**** Data

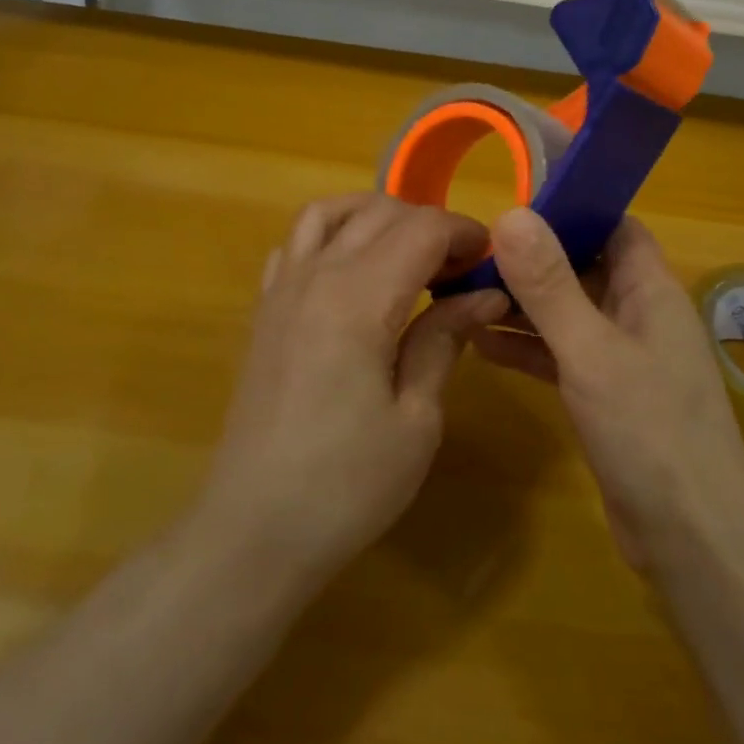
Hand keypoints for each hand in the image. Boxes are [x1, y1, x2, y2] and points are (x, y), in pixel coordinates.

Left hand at [194, 194, 509, 588]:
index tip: (491, 262)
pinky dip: (332, 233)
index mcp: (359, 299)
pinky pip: (296, 241)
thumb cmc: (346, 485)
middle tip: (461, 267)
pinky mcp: (264, 309)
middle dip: (430, 224)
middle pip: (381, 212)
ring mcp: (283, 289)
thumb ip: (444, 340)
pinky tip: (353, 269)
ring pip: (331, 211)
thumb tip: (485, 295)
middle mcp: (317, 276)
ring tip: (409, 251)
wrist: (253, 532)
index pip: (422, 229)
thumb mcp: (416, 419)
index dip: (465, 233)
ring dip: (377, 215)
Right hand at [479, 208, 743, 574]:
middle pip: (584, 266)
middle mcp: (640, 314)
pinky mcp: (608, 396)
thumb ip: (550, 285)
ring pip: (569, 312)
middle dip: (534, 257)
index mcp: (651, 289)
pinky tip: (482, 345)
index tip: (516, 201)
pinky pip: (563, 355)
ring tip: (465, 293)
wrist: (692, 541)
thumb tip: (512, 213)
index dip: (573, 207)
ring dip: (524, 304)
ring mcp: (624, 357)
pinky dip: (529, 348)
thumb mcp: (592, 351)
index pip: (614, 225)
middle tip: (475, 250)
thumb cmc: (650, 432)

********

Up to and including the line with "pinky tip: (353, 269)", copy the data above from its first line. Skip pictures.

Hand keypoints for each hand in the image. Boxes are [x1, y1, x2, y2] and points are (x, y), in pixel coordinates.

Left hand at [194, 194, 509, 588]:
index tip: (491, 262)
pinky dip: (332, 233)
index mcp: (359, 299)
pinky pip: (296, 241)
thumb cmc: (346, 485)
middle tip: (461, 267)
pinky mcp: (264, 309)
middle dip: (430, 224)
middle pip: (381, 212)
ring mcp: (283, 289)
thumb ip: (444, 340)
pinky tip: (353, 269)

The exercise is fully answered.